[Recorded data]

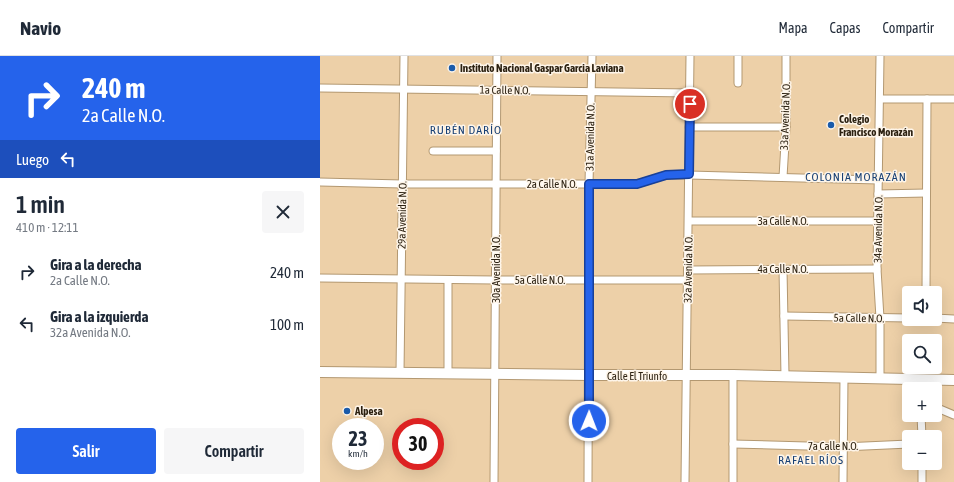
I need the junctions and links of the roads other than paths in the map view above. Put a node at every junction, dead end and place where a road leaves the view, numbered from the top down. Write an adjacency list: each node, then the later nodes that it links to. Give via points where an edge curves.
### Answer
1 (404, 56): 10 (street, 29a Avenida N.O.)
2 (497, 56): 11 (street, 30a Avenida N.O.)
3 (592, 56): 12 (street, 31a Avenida N.O.)
4 (690, 56): 13 (street, 32a Avenida N.O.)
5 (738, 56): 8 (street)
6 (786, 56): 18 (street, 33a Avenida N.O.)
7 (880, 56): 14 (street, 34a Avenida N.O.)
8 (738, 83)
9 (320, 88): 10 (street, 1a Calle N.O.)
10 (403, 89): 11 (street, 1a Calle N.O.); 25 (street, 29a Avenida N.O.)
11 (497, 90): 12 (street, 1a Calle N.O.); 20 (street, 30a Avenida N.O.)
12 (591, 92): 13 (street, 1a Calle N.O.); 27 (street, 31a Avenida N.O.)
13 (690, 93): 17 (street, 32a Avenida N.O.)
14 (880, 99): 15 (street); 23 (street, 34a Avenida N.O.)
15 (927, 99): 16 (street); 28 (street)
16 (954, 99)
17 (689, 127): 18 (street); 21 (street, 32a Avenida N.O.)
18 (786, 127): 22 (street, 33a Avenida N.O.)
19 (433, 151): 20 (street)
20 (496, 151): 26 (street, 30a Avenida N.O.)
21 (689, 174): 22 (street, 2a Calle N.O.); 27 (street, 2a Calle N.O., via 666,175 637,184); 30 (street, 32a Avenida N.O.)
22 (783, 177): 23 (street, 2a Calle N.O.)
23 (878, 180): 29 (street, 34a Avenida N.O.)
24 (320, 182): 25 (street, 2a Calle N.O.)
25 (402, 184): 26 (street, 2a Calle N.O.); 36 (street, 29a Avenida N.O.)
26 (496, 184): 27 (street, 2a Calle N.O.); 38 (street, 30a Avenida N.O.)
27 (589, 184): 39 (street, 31a Avenida N.O.)
28 (926, 193): 29 (street); 41 (street)
29 (878, 194): 31 (street, 34a Avenida N.O.)
30 (688, 221): 31 (street, 3a Calle N.O.); 34 (street, 32a Avenida N.O.)
31 (878, 221): 33 (street, 34a Avenida N.O.)
32 (783, 269): 33 (street, 4a Calle N.O.); 34 (street, 4a Calle N.O.); 42 (street)
33 (877, 269): 43 (street, 34a Avenida N.O.)
34 (688, 270): 40 (street, 32a Avenida N.O.)
35 (320, 278): 36 (street, 5a Calle N.O.)
36 (401, 279): 37 (street, 5a Calle N.O.); 48 (street, 29a Avenida N.O.)
37 (448, 280): 38 (street, 5a Calle N.O.); 49 (street)
38 (495, 280): 39 (street, 5a Calle N.O.); 50 (street, 30a Avenida N.O.)
39 (589, 280): 40 (street, 5a Calle N.O.); 51 (street, 31a Avenida N.O.)
40 (688, 280): 52 (street, 32a Avenida N.O.)
41 (926, 286)
42 (784, 316): 43 (street, 5a Calle N.O.); 54 (street)
43 (880, 318): 44 (street, 5a Calle N.O.); 56 (street, 34a Avenida N.O.)
44 (902, 318)
45 (942, 318): 46 (street)
46 (954, 319)
47 (320, 372): 48 (main road, Calle El Triunfo)
48 (400, 373): 49 (main road, Calle El Triunfo)
49 (448, 374): 50 (main road, Calle El Triunfo)
50 (494, 374): 51 (main road, Calle El Triunfo); 66 (street, 30a Avenida N.O.)
51 (589, 375): 52 (main road, Calle El Triunfo); 67 (street, 31a Avenida N.O.)
52 (687, 376): 53 (main road, Calle El Triunfo); 68 (street, 32a Avenida N.O.)
53 (734, 376): 54 (main road, Calle El Triunfo); 62 (street)
54 (785, 376): 55 (main road, Calle El Triunfo)
55 (844, 377): 56 (main road, Calle El Triunfo); 64 (street)
56 (880, 378): 58 (main road, Calle El Triunfo)
57 (954, 380): 59 (main road, Calle El Triunfo)
58 (908, 382)
59 (938, 382)
60 (942, 410): 61 (street)
61 (954, 415)
62 (733, 444): 64 (street, 7a Calle N.O.); 69 (street)
63 (902, 444): 64 (street, 7a Calle N.O.)
64 (843, 447): 70 (street)
65 (922, 470): 71 (street)
66 (494, 482)
67 (588, 482)
68 (685, 482)
69 (732, 482)
70 (843, 482)
71 (922, 482)

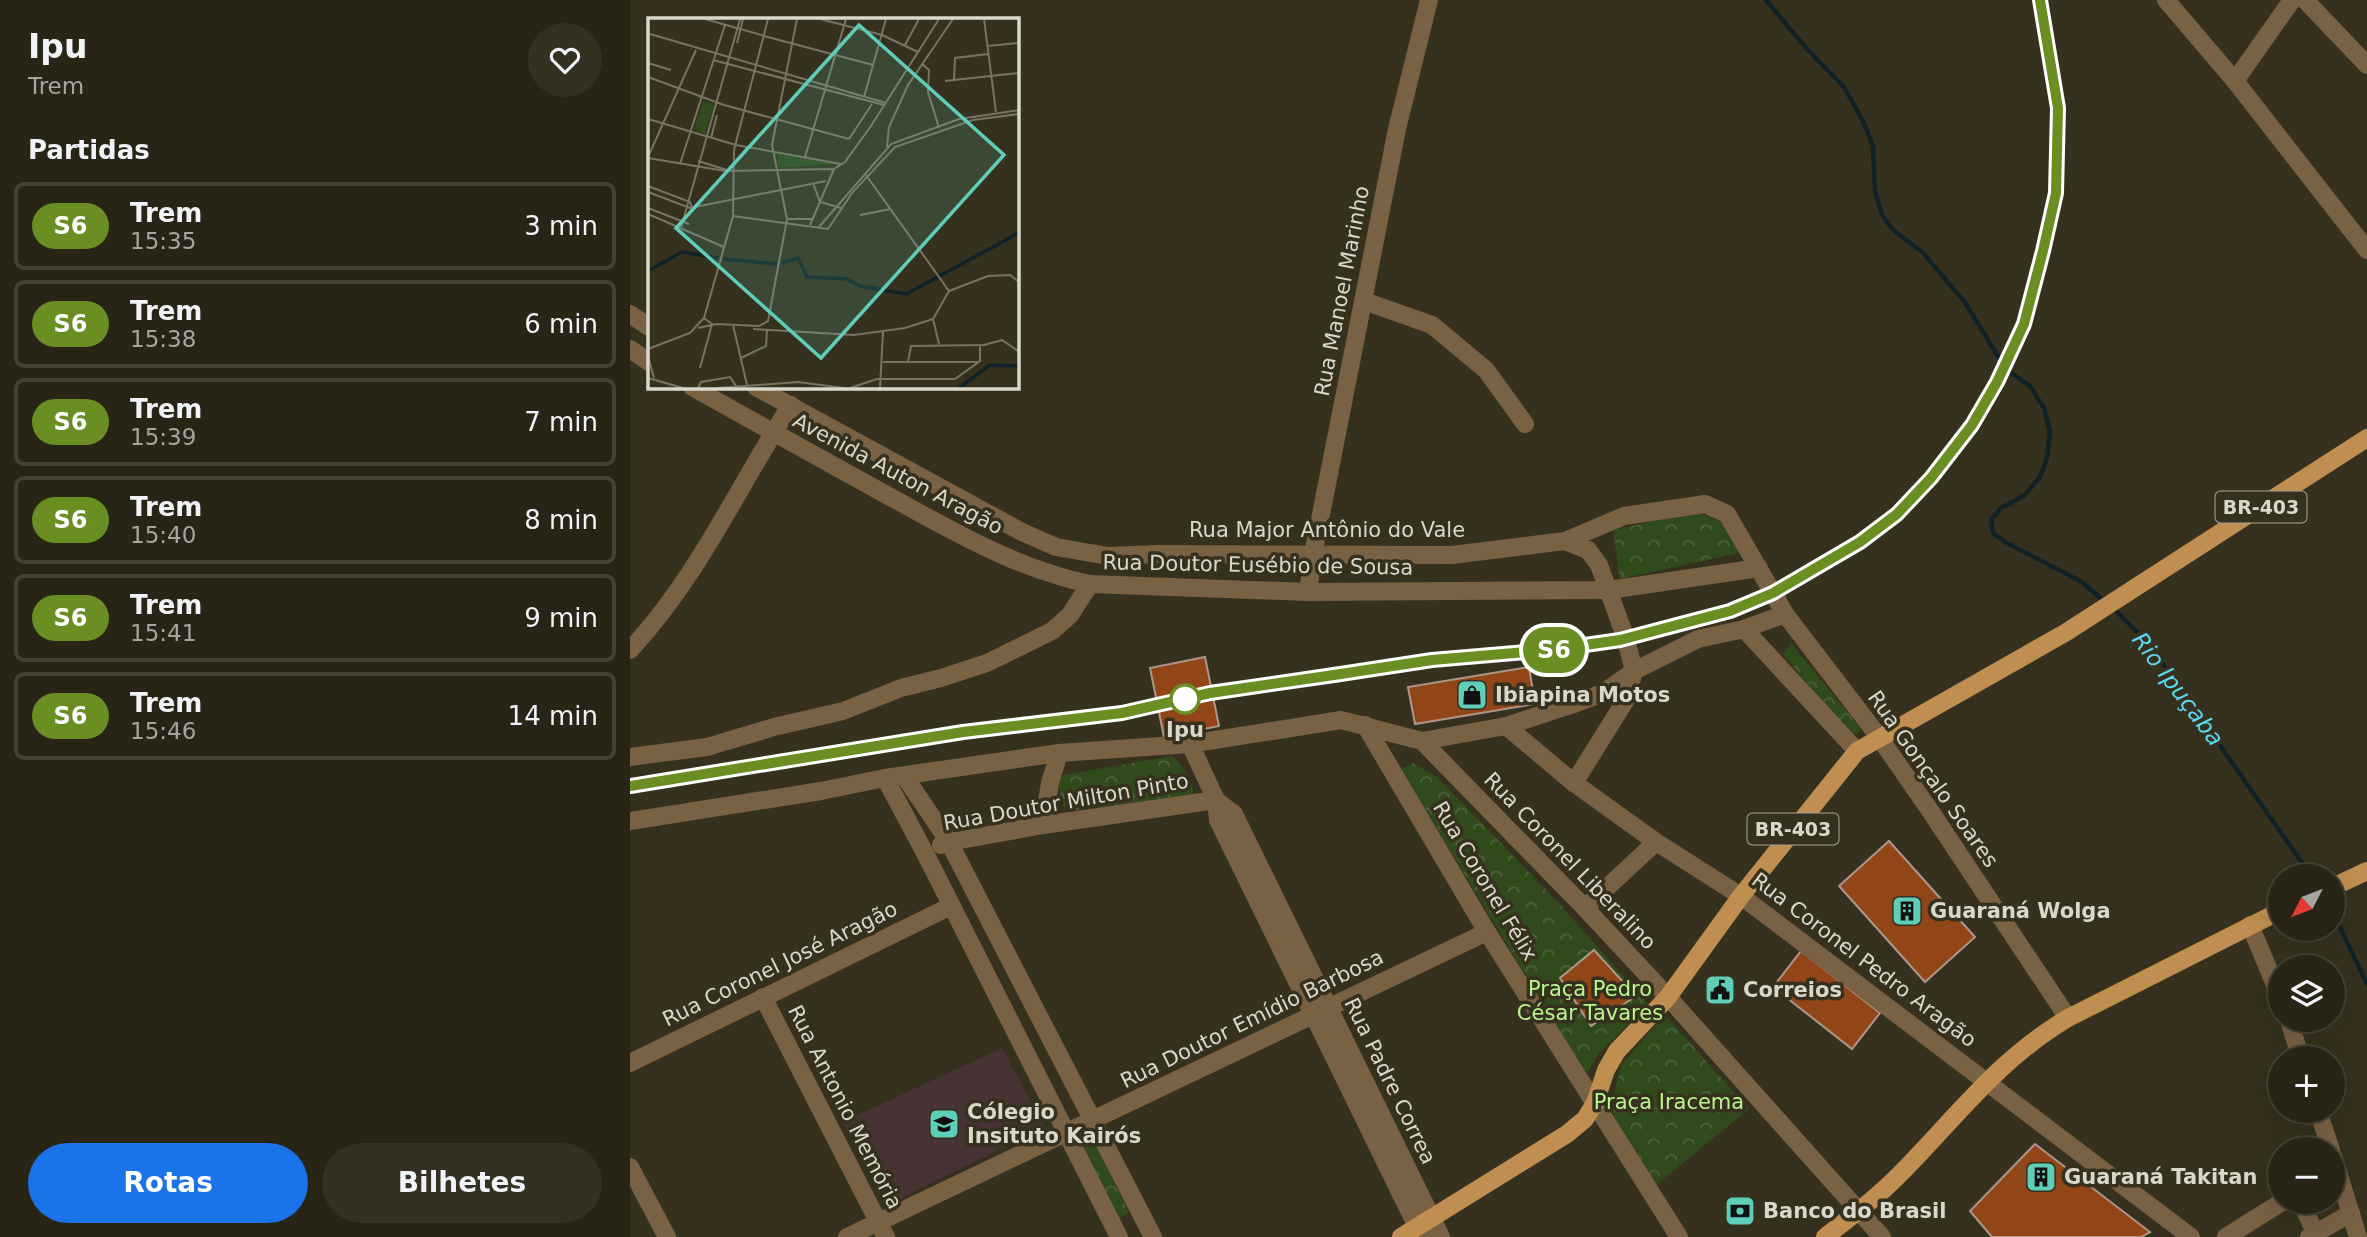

* **INSTRUCTIONS TO FOLLOW**: Output the entries above exactly. Drop the pictures.

* **SOLUTION TO THIS PROBLEM**:
I need the junctions and links of the roads other than paths in the map view above. Put a node at every junction, dead end and place where a road leaves the view, numbered from the top down. Write an adjacency list: each node, then the later nodes that it links to. Give via points where an edge curves.
### Answer
1 (404, 56): 10 (street, 29a Avenida N.O.)
2 (497, 56): 11 (street, 30a Avenida N.O.)
3 (592, 56): 12 (street, 31a Avenida N.O.)
4 (690, 56): 13 (street, 32a Avenida N.O.)
5 (738, 56): 8 (street)
6 (786, 56): 18 (street, 33a Avenida N.O.)
7 (880, 56): 14 (street, 34a Avenida N.O.)
8 (738, 83)
9 (320, 88): 10 (street, 1a Calle N.O.)
10 (403, 89): 11 (street, 1a Calle N.O.); 25 (street, 29a Avenida N.O.)
11 (497, 90): 12 (street, 1a Calle N.O.); 20 (street, 30a Avenida N.O.)
12 (591, 92): 13 (street, 1a Calle N.O.); 27 (street, 31a Avenida N.O.)
13 (690, 93): 17 (street, 32a Avenida N.O.)
14 (880, 99): 15 (street); 23 (street, 34a Avenida N.O.)
15 (927, 99): 16 (street); 28 (street)
16 (954, 99)
17 (689, 127): 18 (street); 21 (street, 32a Avenida N.O.)
18 (786, 127): 22 (street, 33a Avenida N.O.)
19 (433, 151): 20 (street)
20 (496, 151): 26 (street, 30a Avenida N.O.)
21 (689, 174): 22 (street, 2a Calle N.O.); 27 (street, 2a Calle N.O., via 666,175 637,184); 30 (street, 32a Avenida N.O.)
22 (783, 177): 23 (street, 2a Calle N.O.)
23 (878, 180): 29 (street, 34a Avenida N.O.)
24 (320, 182): 25 (street, 2a Calle N.O.)
25 (402, 184): 26 (street, 2a Calle N.O.); 36 (street, 29a Avenida N.O.)
26 (496, 184): 27 (street, 2a Calle N.O.); 38 (street, 30a Avenida N.O.)
27 (589, 184): 39 (street, 31a Avenida N.O.)
28 (926, 193): 29 (street); 41 (street)
29 (878, 194): 31 (street, 34a Avenida N.O.)
30 (688, 221): 31 (street, 3a Calle N.O.); 34 (street, 32a Avenida N.O.)
31 (878, 221): 33 (street, 34a Avenida N.O.)
32 (783, 269): 33 (street, 4a Calle N.O.); 34 (street, 4a Calle N.O.); 42 (street)
33 (877, 269): 43 (street, 34a Avenida N.O.)
34 (688, 270): 40 (street, 32a Avenida N.O.)
35 (320, 278): 36 (street, 5a Calle N.O.)
36 (401, 279): 37 (street, 5a Calle N.O.); 48 (street, 29a Avenida N.O.)
37 (448, 280): 38 (street, 5a Calle N.O.); 49 (street)
38 (495, 280): 39 (street, 5a Calle N.O.); 50 (street, 30a Avenida N.O.)
39 (589, 280): 40 (street, 5a Calle N.O.); 51 (street, 31a Avenida N.O.)
40 (688, 280): 52 (street, 32a Avenida N.O.)
41 (926, 286)
42 (784, 316): 43 (street, 5a Calle N.O.); 54 (street)
43 (880, 318): 44 (street, 5a Calle N.O.); 56 (street, 34a Avenida N.O.)
44 (902, 318)
45 (942, 318): 46 (street)
46 (954, 319)
47 (320, 372): 48 (main road, Calle El Triunfo)
48 (400, 373): 49 (main road, Calle El Triunfo)
49 (448, 374): 50 (main road, Calle El Triunfo)
50 (494, 374): 51 (main road, Calle El Triunfo); 66 (street, 30a Avenida N.O.)
51 (589, 375): 52 (main road, Calle El Triunfo); 67 (street, 31a Avenida N.O.)
52 (687, 376): 53 (main road, Calle El Triunfo); 68 (street, 32a Avenida N.O.)
53 (734, 376): 54 (main road, Calle El Triunfo); 62 (street)
54 (785, 376): 55 (main road, Calle El Triunfo)
55 (844, 377): 56 (main road, Calle El Triunfo); 64 (street)
56 (880, 378): 58 (main road, Calle El Triunfo)
57 (954, 380): 59 (main road, Calle El Triunfo)
58 (908, 382)
59 (938, 382)
60 (942, 410): 61 (street)
61 (954, 415)
62 (733, 444): 64 (street, 7a Calle N.O.); 69 (street)
63 (902, 444): 64 (street, 7a Calle N.O.)
64 (843, 447): 70 (street)
65 (922, 470): 71 (street)
66 (494, 482)
67 (588, 482)
68 (685, 482)
69 (732, 482)
70 (843, 482)
71 (922, 482)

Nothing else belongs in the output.